Mit Walter Muschg, dem Basler Literaturprofessor, hatte ich mich im Café Sacher verabredet. Muschg bestellte sich einen Kaffee Hag und fragte mich nach diskreter Musterung der Gäste: „Sagen Sie mir als gelernter Wiener – sind die hier allein bei ihren Sachertorten sitzenden Damen alles Gräfinnen oder Huren?“
„Teils beides in Personalunion“, wusste ich zu melden. Muschgs charmantes Lachen.
Wir promenierten durch die Kärntner Strasse, am Schweizer Reisebüro vorbei, wo er sich eine Platzkarte für die Rückreise besorgte, zum Stephansdom.
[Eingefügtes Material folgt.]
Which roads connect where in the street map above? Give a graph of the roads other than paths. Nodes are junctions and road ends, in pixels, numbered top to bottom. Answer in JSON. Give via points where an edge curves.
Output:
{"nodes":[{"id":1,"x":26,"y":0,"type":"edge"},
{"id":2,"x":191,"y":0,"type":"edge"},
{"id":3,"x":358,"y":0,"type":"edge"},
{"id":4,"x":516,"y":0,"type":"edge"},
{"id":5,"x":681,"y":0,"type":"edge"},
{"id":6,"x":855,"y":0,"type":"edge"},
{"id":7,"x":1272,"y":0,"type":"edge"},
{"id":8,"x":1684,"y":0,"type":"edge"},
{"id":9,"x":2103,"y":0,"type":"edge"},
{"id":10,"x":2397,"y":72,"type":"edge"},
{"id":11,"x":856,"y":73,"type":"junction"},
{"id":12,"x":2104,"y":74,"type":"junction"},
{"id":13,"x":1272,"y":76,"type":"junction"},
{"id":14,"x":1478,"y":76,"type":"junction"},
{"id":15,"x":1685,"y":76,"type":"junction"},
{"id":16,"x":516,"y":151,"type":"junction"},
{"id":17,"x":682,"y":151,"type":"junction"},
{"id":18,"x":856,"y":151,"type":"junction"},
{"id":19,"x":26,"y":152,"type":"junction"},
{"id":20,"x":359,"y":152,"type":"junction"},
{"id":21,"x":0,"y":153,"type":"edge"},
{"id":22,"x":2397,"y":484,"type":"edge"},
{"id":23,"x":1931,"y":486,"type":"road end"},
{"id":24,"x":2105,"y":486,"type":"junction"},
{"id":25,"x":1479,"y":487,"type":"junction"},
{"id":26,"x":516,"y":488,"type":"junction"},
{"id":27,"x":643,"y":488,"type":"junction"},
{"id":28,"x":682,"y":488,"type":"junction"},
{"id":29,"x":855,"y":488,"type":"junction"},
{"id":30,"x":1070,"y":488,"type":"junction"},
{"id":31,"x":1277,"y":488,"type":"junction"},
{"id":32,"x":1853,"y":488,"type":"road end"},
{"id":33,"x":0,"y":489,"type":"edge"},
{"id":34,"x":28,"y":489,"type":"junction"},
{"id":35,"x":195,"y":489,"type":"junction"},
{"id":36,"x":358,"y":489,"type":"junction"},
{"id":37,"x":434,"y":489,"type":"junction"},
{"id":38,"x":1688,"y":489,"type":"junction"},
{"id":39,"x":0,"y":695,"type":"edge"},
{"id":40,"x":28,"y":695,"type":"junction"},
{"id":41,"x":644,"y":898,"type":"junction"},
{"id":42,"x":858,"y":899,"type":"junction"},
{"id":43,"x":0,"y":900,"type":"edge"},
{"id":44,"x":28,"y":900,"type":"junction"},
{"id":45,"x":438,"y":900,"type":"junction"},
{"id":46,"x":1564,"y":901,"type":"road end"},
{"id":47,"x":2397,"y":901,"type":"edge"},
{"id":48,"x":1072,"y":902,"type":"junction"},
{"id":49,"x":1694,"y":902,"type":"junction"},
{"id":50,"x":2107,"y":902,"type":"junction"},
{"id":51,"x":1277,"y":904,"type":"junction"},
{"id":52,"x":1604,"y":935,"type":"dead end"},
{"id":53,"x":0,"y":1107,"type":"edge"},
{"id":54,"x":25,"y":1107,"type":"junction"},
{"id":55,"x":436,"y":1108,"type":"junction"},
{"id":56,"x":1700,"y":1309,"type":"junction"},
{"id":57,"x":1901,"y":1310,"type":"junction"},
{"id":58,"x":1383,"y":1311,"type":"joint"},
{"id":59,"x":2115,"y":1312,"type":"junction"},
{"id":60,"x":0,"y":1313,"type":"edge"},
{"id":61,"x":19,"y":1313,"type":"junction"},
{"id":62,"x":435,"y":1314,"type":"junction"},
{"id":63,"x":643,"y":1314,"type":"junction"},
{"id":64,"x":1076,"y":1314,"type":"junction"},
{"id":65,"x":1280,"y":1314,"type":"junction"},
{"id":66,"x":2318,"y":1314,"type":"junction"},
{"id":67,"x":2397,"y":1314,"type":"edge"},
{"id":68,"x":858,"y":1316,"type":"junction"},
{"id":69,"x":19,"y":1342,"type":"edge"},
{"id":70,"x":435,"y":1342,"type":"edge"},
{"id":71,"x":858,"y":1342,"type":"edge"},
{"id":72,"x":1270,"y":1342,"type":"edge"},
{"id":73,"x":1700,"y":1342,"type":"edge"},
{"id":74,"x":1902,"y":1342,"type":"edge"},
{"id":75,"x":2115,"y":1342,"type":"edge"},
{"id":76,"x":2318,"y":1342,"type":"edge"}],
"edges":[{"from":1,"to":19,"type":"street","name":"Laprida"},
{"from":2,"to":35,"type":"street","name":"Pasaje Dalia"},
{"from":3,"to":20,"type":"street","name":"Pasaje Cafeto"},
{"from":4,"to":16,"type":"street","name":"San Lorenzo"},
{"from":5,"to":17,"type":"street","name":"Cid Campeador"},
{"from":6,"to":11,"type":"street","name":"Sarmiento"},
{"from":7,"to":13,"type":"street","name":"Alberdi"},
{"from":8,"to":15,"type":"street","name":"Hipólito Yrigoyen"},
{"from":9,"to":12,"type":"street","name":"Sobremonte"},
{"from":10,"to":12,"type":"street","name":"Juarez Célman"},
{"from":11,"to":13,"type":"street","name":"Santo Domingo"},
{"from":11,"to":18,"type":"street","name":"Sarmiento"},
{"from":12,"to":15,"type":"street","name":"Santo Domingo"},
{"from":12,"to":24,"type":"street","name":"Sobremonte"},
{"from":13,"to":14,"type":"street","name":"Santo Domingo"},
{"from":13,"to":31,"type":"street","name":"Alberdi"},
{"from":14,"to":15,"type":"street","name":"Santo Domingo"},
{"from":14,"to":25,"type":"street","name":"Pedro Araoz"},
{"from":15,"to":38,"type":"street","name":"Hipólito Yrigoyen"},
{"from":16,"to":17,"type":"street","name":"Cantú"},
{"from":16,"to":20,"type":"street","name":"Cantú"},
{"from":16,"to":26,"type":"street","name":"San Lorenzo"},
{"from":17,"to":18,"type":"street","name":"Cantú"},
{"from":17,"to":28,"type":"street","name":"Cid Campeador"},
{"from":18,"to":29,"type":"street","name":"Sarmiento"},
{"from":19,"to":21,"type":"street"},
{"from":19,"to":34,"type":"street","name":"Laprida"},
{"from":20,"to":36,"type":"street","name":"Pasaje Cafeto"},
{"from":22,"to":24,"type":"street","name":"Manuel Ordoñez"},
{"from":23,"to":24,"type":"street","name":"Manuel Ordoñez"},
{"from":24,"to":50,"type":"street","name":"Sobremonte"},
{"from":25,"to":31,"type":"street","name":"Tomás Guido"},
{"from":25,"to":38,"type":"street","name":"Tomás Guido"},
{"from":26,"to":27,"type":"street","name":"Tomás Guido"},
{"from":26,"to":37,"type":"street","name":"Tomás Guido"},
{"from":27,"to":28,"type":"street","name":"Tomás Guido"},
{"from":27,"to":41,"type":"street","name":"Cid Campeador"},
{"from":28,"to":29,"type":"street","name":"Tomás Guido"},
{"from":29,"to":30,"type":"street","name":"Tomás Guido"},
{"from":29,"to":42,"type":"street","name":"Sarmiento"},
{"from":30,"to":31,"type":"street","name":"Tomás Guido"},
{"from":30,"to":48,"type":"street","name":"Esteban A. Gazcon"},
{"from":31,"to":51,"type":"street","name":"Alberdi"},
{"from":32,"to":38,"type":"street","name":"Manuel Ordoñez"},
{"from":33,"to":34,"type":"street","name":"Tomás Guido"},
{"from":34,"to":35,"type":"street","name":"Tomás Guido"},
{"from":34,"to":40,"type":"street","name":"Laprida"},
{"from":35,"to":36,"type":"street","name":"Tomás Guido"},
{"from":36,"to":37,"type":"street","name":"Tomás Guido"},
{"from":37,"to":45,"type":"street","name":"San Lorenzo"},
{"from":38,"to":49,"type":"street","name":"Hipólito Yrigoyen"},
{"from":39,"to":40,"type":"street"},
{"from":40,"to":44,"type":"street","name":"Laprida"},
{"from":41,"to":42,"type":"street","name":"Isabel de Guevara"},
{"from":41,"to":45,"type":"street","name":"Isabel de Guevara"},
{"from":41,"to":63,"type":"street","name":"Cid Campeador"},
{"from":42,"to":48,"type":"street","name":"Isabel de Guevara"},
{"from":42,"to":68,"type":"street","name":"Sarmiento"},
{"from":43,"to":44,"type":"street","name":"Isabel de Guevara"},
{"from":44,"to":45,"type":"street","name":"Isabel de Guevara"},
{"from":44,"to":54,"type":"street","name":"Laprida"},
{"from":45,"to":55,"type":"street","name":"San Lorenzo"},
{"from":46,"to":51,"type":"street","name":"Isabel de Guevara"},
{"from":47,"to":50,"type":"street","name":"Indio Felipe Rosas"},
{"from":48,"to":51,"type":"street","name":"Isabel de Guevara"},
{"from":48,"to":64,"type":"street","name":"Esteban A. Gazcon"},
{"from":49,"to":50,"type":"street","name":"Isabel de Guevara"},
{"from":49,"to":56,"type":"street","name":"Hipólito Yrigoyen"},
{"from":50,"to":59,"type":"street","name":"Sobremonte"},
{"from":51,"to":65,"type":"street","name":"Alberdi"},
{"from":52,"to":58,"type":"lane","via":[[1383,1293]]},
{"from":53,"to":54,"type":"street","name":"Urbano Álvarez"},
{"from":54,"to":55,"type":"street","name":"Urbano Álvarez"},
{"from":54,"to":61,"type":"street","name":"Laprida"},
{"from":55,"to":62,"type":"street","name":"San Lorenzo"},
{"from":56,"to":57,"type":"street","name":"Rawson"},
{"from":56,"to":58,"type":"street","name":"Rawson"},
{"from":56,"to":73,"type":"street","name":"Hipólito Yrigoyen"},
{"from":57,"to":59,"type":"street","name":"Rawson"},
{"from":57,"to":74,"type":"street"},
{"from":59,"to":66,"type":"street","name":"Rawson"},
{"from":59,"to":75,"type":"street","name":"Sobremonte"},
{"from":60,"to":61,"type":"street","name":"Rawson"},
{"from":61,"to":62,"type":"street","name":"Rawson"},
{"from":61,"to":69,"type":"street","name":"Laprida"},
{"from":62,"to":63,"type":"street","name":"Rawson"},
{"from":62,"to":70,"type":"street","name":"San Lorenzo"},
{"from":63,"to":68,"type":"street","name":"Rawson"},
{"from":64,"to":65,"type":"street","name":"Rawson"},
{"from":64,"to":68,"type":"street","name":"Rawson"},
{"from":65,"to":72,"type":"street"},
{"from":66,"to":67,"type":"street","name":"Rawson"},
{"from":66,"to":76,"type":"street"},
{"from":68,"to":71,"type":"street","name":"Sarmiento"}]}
Es herrschte sonniges, für Wiener Verhältnisse eher mildes Spätjanuarwetter. In den Stephansdom liess ich ihn allein einkehren (weil ich so sehr oft drinnen gewesen war), lenkte ihn drauf zur Schulerstrasse, in die Pfaffstetter Weinstuben, deren Stammgast der Lyriker Weinheber gewesen, der sein Werk und seinen Namen von den Nazis hatte missbrauchen, sich als „Blu-Bo“-Koryphäe hatte feiern lassen und seinen „Irrtum“ nach dem Einmarsch der Alliierten in Austria besiegelt hatte durch Freitod (s. Walter Muschgs Die Zerstörung der deutschen Literatur). In dem engen holzgetäfelten Beisl, über langer, jahraus-ein vollbesetzter Gästebank ein vergrössertes Fotoporträt von Josef Weinhebers Profil. Muschg blickte es bei einem Achtel Pfaffstettener, an einen der wenigen brusthohen Stehtische gelehnt, versonnen an. Dann sagte er (hier übertragen sein kultiviertes „Zollikon-Züridütsch“): „Kurios, die Enge von Weinhebers Stammlokal. Aber gut, dass Sie mir’s gezeigt haben.“
Wir fuhren zum Praterstern. Lenkte ihn, der gewiss kein RummelplatzDurchbummler war wie ich, am Wurst- oder Volksprater, der im Vergleich zur Vorkriegsrummelei etwas Amerikanisiertes, Hypertechnisiertes abbekommen hatte, etwas von New Yorks Coney Island, rechterhand vorbei zur Böcklinstrasse Nr. 1. Gritzgraues langgestrecktes 3-Stock-Gebäude. Längsfront Rechtecke von Atelierfenstern, herausglotzend in die seltsam stahlblau irisierende, typisch wienerische, ja endjanuar-dekorative Dämmerung, die schon etwas frühmärzliches an sich hatte. Vorgarten der Seitenfront geschützt von einer etwa 3 m hohen Mauer, bewachsen mit winterschlafendem Efeu (im Sommer schläft es eigentlich auch). Herbst 48, als ich diese Mauer erstmals passiert hatte, war ihr Dach bestückt gewesen mit draufzementierten Weinflaschenscherben, um auf Kunstwerk-Diebstahl erpichte Einbrecher abzuschrecken. FW (Fritz Wotruba) hatte sie abtragen lassen, die Scherben, auf dass kein Tier sich an ihnen verletze. Eine grüngestrichene Holztür, bescheiden wie die eines Schrebergartenhauses, daneben ein Aluminium-Klingelknopf. Herr Franz Hilkesberger öffnete uns. Ein sehr stattlicher blonder Endvierziger in verwittert-blauem Drillichmantel, unter dem ein Stück Lederschürze hervor sah. Er hatte etwas an sich von einem Tankwart, in dem selber ein bildender Künstler steckte.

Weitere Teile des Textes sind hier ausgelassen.